Security & Privacy FAQ

What user personally identifiable information (PII) is stored?

Paper stores user emails and only accesses them to send automated emails (e.g. after a completed purchase) or in rare cases to proactively reach out to resolve support issues. We don't store any other user PII.

How is the Paper Wallet private key data stored?

Paper Wallets are generated on the client inside an iframe, inaccessible from Paper. The key is encrypted with the master key stored on AWS Hardware Security Module (HSM). When revealing their private key, a buyer's web client interacts directly with AWS HSM/KMS (source).

Wallet private keys are never sent through nor stored on Paper nor our vendor's servers. Data in AWS are encrypted at rest with AES-256.

How is credit card data stored?

Paper's payment provider(s) are certified to PCI Service Provider Level 1, the highest standard set by the payment card industry to ensure that credit card data is processed, stored or transmitted in a secure environment (source).

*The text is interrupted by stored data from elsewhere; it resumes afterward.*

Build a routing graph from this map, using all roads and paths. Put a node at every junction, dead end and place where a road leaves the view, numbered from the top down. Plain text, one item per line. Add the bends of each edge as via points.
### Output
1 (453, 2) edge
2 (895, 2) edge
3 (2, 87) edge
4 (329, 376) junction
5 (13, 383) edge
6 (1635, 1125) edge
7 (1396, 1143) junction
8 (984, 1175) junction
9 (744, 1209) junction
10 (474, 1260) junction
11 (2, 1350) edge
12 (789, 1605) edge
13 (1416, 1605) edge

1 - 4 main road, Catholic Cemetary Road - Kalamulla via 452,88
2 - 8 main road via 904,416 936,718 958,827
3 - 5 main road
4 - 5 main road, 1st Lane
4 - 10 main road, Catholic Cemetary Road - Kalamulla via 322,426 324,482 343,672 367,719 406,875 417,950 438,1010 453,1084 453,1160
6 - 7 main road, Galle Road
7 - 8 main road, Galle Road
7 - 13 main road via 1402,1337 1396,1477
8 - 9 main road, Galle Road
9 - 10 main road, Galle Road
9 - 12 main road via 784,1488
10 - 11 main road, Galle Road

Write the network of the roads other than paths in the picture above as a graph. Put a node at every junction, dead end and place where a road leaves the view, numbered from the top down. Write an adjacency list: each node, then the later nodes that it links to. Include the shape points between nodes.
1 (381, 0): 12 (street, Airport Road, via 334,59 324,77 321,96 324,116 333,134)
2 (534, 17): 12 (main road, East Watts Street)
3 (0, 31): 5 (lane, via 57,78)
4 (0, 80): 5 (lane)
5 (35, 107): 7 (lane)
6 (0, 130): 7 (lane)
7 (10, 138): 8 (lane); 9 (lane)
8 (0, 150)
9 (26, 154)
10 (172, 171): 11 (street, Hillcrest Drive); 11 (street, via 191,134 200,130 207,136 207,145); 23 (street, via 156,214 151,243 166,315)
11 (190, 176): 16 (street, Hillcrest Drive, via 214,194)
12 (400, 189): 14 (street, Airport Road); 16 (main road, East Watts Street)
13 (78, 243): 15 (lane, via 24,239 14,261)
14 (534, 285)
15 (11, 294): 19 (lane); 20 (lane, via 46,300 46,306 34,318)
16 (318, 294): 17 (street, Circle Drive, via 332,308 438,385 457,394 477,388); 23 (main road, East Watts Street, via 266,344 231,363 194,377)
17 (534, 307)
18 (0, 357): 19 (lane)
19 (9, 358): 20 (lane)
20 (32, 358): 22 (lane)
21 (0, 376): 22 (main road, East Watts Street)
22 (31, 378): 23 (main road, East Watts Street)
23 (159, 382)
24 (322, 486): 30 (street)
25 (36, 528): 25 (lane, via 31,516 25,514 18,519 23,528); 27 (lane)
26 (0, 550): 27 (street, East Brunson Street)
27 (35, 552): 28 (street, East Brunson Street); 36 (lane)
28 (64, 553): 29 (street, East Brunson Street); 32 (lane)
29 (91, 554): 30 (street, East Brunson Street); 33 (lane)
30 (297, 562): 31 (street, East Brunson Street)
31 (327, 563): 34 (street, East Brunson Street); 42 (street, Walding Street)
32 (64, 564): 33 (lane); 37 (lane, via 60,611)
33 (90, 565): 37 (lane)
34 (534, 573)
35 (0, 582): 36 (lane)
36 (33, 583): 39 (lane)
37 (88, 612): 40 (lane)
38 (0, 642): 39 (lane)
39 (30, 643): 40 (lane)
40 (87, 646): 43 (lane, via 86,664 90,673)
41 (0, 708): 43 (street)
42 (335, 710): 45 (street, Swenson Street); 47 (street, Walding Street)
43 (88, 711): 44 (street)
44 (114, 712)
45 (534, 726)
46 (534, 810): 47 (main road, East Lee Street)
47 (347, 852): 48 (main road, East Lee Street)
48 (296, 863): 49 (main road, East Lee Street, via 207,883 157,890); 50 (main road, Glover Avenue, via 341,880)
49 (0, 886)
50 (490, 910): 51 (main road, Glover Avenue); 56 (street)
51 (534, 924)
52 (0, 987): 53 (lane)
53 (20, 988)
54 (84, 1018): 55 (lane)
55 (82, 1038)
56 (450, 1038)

This data is never sent through Paper's servers.

How is password data stored?

Paper doesn't use passwords! Logging into a Paper Wallet and our Seller dashboard is done through password-less authentication tied to your email address. For this reason, please keep strong password hygiene and consider adding multi-factor authentication on your email account.

How is buyer identity verification data stored?

Buyer identification verification data (i.e. KYC) is transferred via TLS encrypted connections directly to our payment vendor(s) and uses AES-256 encryption at rest (source). This data is only accessible to employees whose job role may require reviewing KYC.

This data is never sent through Paper's servers.

How is seller identity verification data stored?

Seller identity verification data (i.e. KYB) that you upload in the dashboard is uploaded via TLS encrypted connections with a time-limited pre-signed URL to Paper's S3 AWS bucket. The S3 bucket is not exposed to the public internet, is encrypted with an AWS KMS-managed key, has all employee interactions logged, and is only accessible to key employees whose job role requires reviewing KYB.

This data is never sent through Paper's servers.

How do you handle GDPR data access or deletion requests?

A customer can contact us atΒ [email protected] to request their data to be provided or deleted. We will comply with the request within 90 calendar days.

Do you offer rewards for responsible disclosures of security vulnerability?

Yes. At the team's discretion, Paper may offer monetary bounties for security vulnerabilities that are responsibly disclosed to [email protected] that are considered novel with high customer impact.

Paper is also in the process of enrolling in a formal bug bounty program through a third party vendor (estimated Q2 2023).